Completing the Square Calculator
Rewrite a quadratic ax2 + bx + c into vertex form a(x - h)2 + k by completing the square. Choose whether you want the vertex form only, or go further to solve the equation for its roots - including complex roots when the discriminant is negative. Every step of the algebra is shown.
Formula
Worked example
For x2 - 6x + 5: a = 1, b = -6, c = 5. Then h = -(-6) / (2x1) = 3 and k = 5 - (-6)2 / (4x1) = 5 - 9 = -4. Vertex form: (x - 3)2 - 4, vertex (3, -4). Discriminant: 36 - 20 = 16 > 0, so two real roots: x = 3 +/- 2, giving x = 5 and x = 1.
What completing the square does
Completing the square rewrites a quadratic ax2 + bx + c as a perfect square plus a constant: a(x - h)2 + k. The trick works because (x - h)2 expands to x2 - 2hx + h2, so matching the linear term forces h = -b/(2a). Once you have the perfect square, k is whatever constant keeps the expression equal to the original: k = c - b2/(4a). This form is the most direct route to the vertex of a parabola and to deriving the quadratic formula itself.
Reading the vertex, axis of symmetry, and extreme value
In vertex form a(x - h)2 + k, the point (h, k) is the vertex and x = h is the axis of symmetry. When a is positive the parabola opens upward and k is the minimum value; when a is negative it opens downward and k is the maximum. The squared term (x - h)2 is never negative, so the function can never go below k (or above it when a is negative). That is why the vertex marks the turning point and why vertex form is ideal for graphing, optimization problems, and reading the range of a quadratic at a glance.

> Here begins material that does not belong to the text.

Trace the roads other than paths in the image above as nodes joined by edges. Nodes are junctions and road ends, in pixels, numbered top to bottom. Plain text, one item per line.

Solving for roots and the discriminant
Setting a(x - h)2 + k = 0 and solving gives x = h +/- sqrt(-k/a), which is the quadratic formula in disguise. The sign of the quantity inside the square root tells you everything about the roots before you calculate: when b2 - 4ac (the discriminant) is positive there are two distinct real roots on either side of the axis of symmetry; when it is zero the vertex sits exactly on the x-axis and there is one repeated root; when it is negative the parabola never crosses the x-axis and the roots are complex conjugates of the form h +/- sqrt(|disc|)/(2a) times i.

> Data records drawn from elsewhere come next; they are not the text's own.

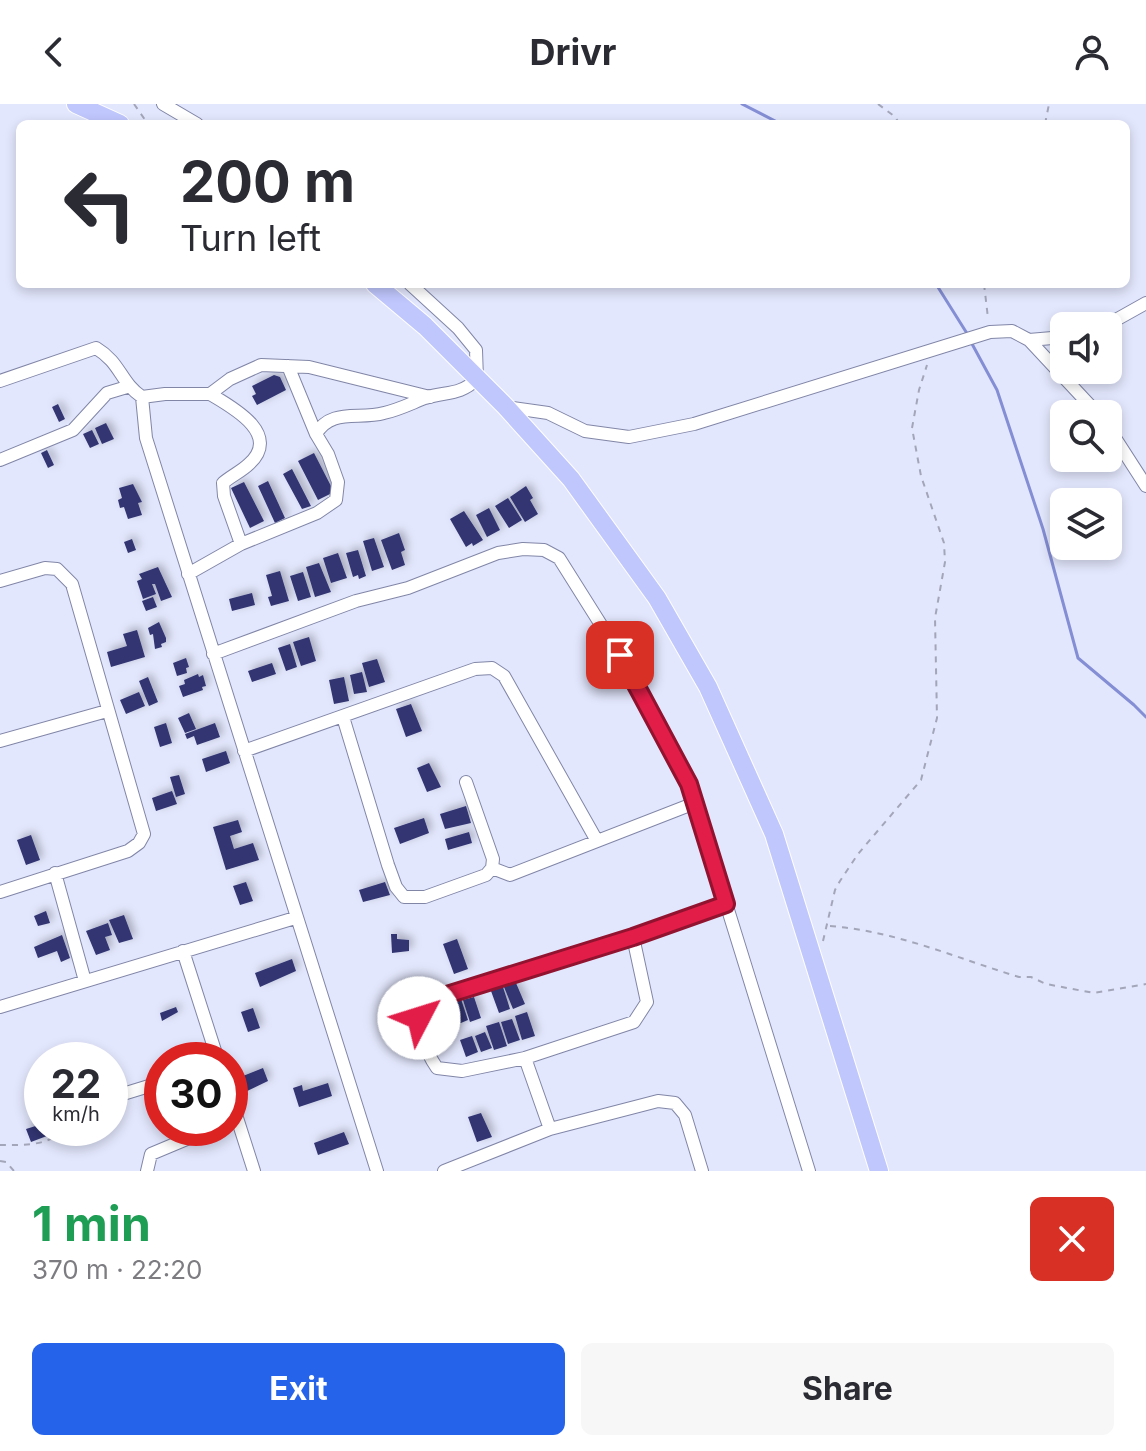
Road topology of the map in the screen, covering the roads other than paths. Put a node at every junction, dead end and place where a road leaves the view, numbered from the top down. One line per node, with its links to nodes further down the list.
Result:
1 (76, 104): 3 (main road)
2 (163, 104): 4 (street)
3 (111, 120)
4 (190, 120)
5 (380, 288): 12 (main road)
6 (414, 288): 12 (street)
7 (1146, 303): 8 (street)
8 (1122, 316)
9 (1050, 338): 10 (street)
10 (1029, 340): 18 (street); 19 (street)
11 (288, 366): 15 (street); 17 (street); 20 (street)
12 (477, 379): 17 (street); 19 (main road)
13 (0, 381): 14 (street)
14 (127, 387): 16 (street); 22 (street)
15 (210, 394): 16 (street); 24 (street)
16 (142, 397): 25 (street)
17 (430, 397): 20 (street)
18 (1085, 400)
19 (506, 407): 55 (main road)
20 (316, 434): 24 (street)
21 (1122, 449): 23 (street)
22 (0, 460)
23 (1146, 486)
24 (241, 544): 25 (street)
25 (188, 574): 27 (street)
26 (0, 581): 28 (street)
27 (213, 654): 31 (street); 33 (street)
28 (107, 711): 30 (street); 36 (street)
29 (343, 717): 31 (street); 34 (street); 35 (street)
30 (0, 741)
31 (244, 751): 39 (street)
32 (466, 782): 35 (street)
33 (695, 803): 34 (street); 38 (street)
34 (597, 841): 35 (street)
35 (492, 868)
36 (55, 873): 37 (street); 42 (street)
37 (0, 892)
38 (726, 904): 40 (street); 54 (street)
39 (295, 918): 41 (street); 51 (street)
40 (633, 937): 45 (street); 45 (street)
41 (183, 951): 42 (street); 44 (street)
42 (85, 981): 43 (street)
43 (0, 1007)
44 (212, 1042)
45 (525, 1058): 46 (street)
46 (550, 1129): 52 (street); 53 (street)
47 (170, 1146): 49 (street)
48 (244, 1146): 50 (street)
49 (147, 1171)
50 (254, 1171)
51 (377, 1171)
52 (444, 1171)
53 (702, 1171)
54 (809, 1171)
55 (879, 1171)

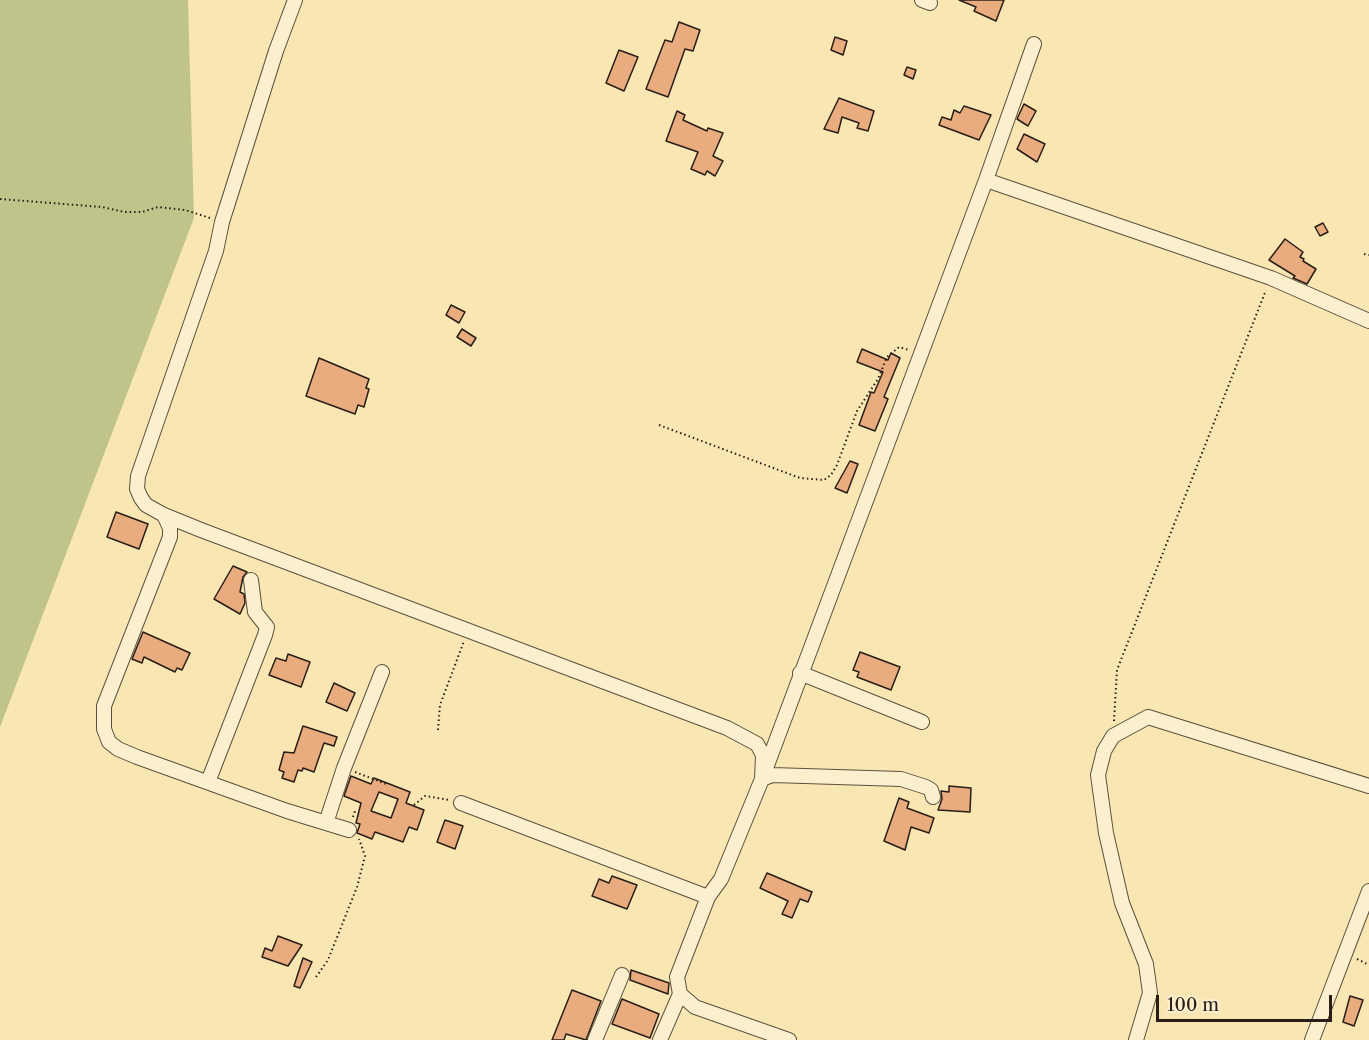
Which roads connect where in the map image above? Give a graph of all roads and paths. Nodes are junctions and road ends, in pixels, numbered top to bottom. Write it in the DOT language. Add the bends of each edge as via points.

Complex roots and what they mean
When the discriminant is negative, the quadratic still has roots - they just require the imaginary unit i = sqrt(-1). A complex root of the form p + qi and its conjugate p - qi arise in conjugate pairs for real-coefficient quadratics. They appear in oscillation problems, control theory, and signal processing. Enabling the complex-roots mode in this calculator shows the exact values; the real part p equals the x-coordinate of the vertex h, and qi is the imaginary displacement.
Discriminant guide
| Discriminant | Number of real roots | Parabola behaviour | Root type |
|---|---|---|---|
| > 0 | 2 | Crosses x-axis twice | Two distinct real roots |
| = 0 | 1 | Touches x-axis once | One repeated real root |
| < 0 | 0 | Never crosses x-axis | Two complex conjugate roots |
The discriminant b2 - 4ac controls how many real roots the parabola has.
Frequently asked questions
Why must a not be zero?
If a is zero the x2 term disappears and the expression becomes a straight line bx + c, which has no vertex and cannot be written as a square. Completing the square only applies to genuine quadratics, so this calculator requires a non-zero a.
What if a is not 1?
The same formulas hold: h = -b/(2a) and k = c - b2/(4a). Internally you factor a out of the first two terms before completing the square, but the vertex and the final form a(x - h)2 + k come out directly from those two formulas regardless of a. The worked steps in this calculator show the division step explicitly when a is not 1.
How is this related to the quadratic formula?
The quadratic formula is what you get by completing the square on a general ax2 + bx + c = 0 and solving for x. That is why both share the term -b/(2a): it is h, the x-coordinate of the vertex and the midpoint between the two roots when they exist.
What does the discriminant tell me?
The discriminant is b2 - 4ac. When it is positive the equation has two distinct real solutions; when it is zero there is exactly one solution (a repeated root) at the vertex; when it is negative there are no real solutions and the roots are a pair of complex conjugate numbers. The sign of the discriminant is the fastest way to classify a quadratic before solving it fully.
How do I find the roots from vertex form?
Set a(x - h)2 + k = 0, then (x - h)2 = -k/a, then x - h = +/- sqrt(-k/a). So x = h + sqrt(-k/a) and x = h - sqrt(-k/a). When -k/a is negative (meaning a and k share the same sign) those square roots produce imaginary numbers - the complex-roots mode will show them.
Can I use this for equations not in standard form?
Yes. Expand and collect your equation into ax2 + bx + c = 0 first, then enter a, b, and c. For example, 2x2 = 4x - 3 becomes 2x2 - 4x + 3 = 0, so a = 2, b = -4, c = 3.